GISH AT 20 “What really strikes me now in hindsight is the incredible amount of passion in it, which in a weird way you’re not used to hearing in music anymore,” Billy Corgan says of the Smashing Pumpkins’ debut record.
The saturation of album anniversary celebrations has gotten out of hand in recent years. Any artist with a decade or more under their belt considers themselves worthy of either repackaging their golden moments or playing a release or six front to back in a live setting. This year alone, we've seen Pearl Jam and Nirvana celebrate the 20th anniversaries of their debut records, but Billy Corgan is hesitant to allow the Smashing Pumpkins' debut, Gish, released May 1991, to follow suit. For now.
"It just feels wrong to me and I'm really embarrassed by a lot of my contemporaries who ran their mouths big about integrity and indie bullshit and now they're out there running to the fucking cash till," Corgan says by phone from his Chicago home. "No interest in new music, no plans for new music. . . . I mean, it's just like, 'What the fuck?' "

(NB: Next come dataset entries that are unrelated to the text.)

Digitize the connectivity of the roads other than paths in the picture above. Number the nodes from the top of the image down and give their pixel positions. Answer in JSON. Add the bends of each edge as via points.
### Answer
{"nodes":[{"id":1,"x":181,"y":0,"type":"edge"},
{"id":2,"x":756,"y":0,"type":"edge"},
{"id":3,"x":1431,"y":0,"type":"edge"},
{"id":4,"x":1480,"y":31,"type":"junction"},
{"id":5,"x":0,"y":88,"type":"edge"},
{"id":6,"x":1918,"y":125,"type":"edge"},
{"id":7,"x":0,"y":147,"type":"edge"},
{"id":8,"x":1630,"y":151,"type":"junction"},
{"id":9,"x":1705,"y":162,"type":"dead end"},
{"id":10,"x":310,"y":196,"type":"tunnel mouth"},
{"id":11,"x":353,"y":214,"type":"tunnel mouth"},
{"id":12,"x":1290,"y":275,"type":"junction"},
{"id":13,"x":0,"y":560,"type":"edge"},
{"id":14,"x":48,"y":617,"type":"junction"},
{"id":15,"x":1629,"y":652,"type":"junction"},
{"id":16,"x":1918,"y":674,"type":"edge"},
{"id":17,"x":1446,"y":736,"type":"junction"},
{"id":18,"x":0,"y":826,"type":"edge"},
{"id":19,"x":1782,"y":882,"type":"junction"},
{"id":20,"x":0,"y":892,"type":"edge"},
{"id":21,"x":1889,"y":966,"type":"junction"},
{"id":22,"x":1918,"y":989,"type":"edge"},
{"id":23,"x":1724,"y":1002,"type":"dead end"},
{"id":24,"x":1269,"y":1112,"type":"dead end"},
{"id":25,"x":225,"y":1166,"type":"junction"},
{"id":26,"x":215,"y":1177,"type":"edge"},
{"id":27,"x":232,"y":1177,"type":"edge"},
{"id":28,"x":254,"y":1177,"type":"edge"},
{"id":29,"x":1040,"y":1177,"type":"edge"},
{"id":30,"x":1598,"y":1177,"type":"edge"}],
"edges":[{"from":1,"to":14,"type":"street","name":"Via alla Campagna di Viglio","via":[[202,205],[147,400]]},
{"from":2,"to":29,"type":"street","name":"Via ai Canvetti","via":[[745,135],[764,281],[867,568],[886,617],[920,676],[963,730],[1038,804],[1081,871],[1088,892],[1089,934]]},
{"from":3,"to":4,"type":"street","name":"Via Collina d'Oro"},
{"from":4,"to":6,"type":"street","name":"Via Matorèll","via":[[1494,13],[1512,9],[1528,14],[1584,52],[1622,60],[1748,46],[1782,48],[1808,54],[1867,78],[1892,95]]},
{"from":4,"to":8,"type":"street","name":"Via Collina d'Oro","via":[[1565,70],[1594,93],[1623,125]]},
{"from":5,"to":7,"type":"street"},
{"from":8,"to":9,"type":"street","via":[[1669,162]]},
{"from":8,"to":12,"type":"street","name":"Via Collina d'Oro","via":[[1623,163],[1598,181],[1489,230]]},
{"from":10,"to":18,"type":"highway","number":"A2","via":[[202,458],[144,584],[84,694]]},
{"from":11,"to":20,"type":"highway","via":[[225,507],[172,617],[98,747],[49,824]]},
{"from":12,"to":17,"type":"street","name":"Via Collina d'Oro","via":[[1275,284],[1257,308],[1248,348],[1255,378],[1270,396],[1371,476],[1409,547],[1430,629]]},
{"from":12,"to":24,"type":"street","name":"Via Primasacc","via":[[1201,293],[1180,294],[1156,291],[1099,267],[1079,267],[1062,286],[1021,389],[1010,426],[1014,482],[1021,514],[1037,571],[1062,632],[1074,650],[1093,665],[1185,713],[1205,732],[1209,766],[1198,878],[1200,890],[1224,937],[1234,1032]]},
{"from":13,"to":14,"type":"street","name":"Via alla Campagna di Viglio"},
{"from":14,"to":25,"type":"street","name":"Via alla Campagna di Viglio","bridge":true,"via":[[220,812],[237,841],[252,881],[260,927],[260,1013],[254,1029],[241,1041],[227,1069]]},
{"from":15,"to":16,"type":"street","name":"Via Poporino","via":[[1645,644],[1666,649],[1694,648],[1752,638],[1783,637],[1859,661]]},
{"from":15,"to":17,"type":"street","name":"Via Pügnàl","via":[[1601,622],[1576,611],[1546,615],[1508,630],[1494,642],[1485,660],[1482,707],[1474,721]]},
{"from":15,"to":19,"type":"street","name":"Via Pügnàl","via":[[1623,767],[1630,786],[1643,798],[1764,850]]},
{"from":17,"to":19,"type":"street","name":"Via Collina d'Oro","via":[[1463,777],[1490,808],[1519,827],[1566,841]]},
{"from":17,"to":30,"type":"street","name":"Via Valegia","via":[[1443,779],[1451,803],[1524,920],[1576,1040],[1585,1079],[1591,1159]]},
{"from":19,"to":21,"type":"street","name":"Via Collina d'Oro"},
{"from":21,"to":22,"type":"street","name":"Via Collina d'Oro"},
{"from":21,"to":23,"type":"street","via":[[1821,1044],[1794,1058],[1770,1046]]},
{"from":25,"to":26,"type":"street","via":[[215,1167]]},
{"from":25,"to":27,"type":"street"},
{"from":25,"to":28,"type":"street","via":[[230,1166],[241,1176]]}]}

Not surprisingly, Corgan was ahead of the play-the-whole-record-in-full movement prior to it taking off, but quickly backed away when it became the norm. "We had discussed [playing Gish] about four years ago, sort of before it became a trend," he says. "I had actually talked about it online a few times with the fans that it might be kinda cool to do that. Suddenly, having nothing to do with me, it became this thing where everybody started doing it and I got really grossed out by it and just thought, 'This is wrong.' It went past the point of, 'Hey — let's celebrate this' to 'Oh, it's the new business model.' Once I saw that, then I came out and said, 'I want nothing to do with this, it ain't gonna happen, so don't even ask.' "
Recorded and produced by Corgan and Butch Vig from December 1990 to March 1991 (the year Vig also did Nirvana's Nevermind), and released off of Caroline Records, Gish is that rare animal: a record that slowly grew in stature years after its release. But, even so, it peaked at 195 on the Billboard charts and even the breakthrough success of its major-label smash follow-up, Siamese Dream, failed to shine a brighter light on it.
"A lot of the Gish people didn't like Siamese, so it became another thing," Corgan says. "Then you would run into the Siamese Dream people, and because Gish was on an indie and there was still that really big distinction in the retail world, everyone was treating Siamese like it was our first album, so that was bizarre. We had a very successful first album but when we'd play stuff off Gish, the Siamese crowd didn't know it, and the Gish people weren't coming because they didn't like Siamese."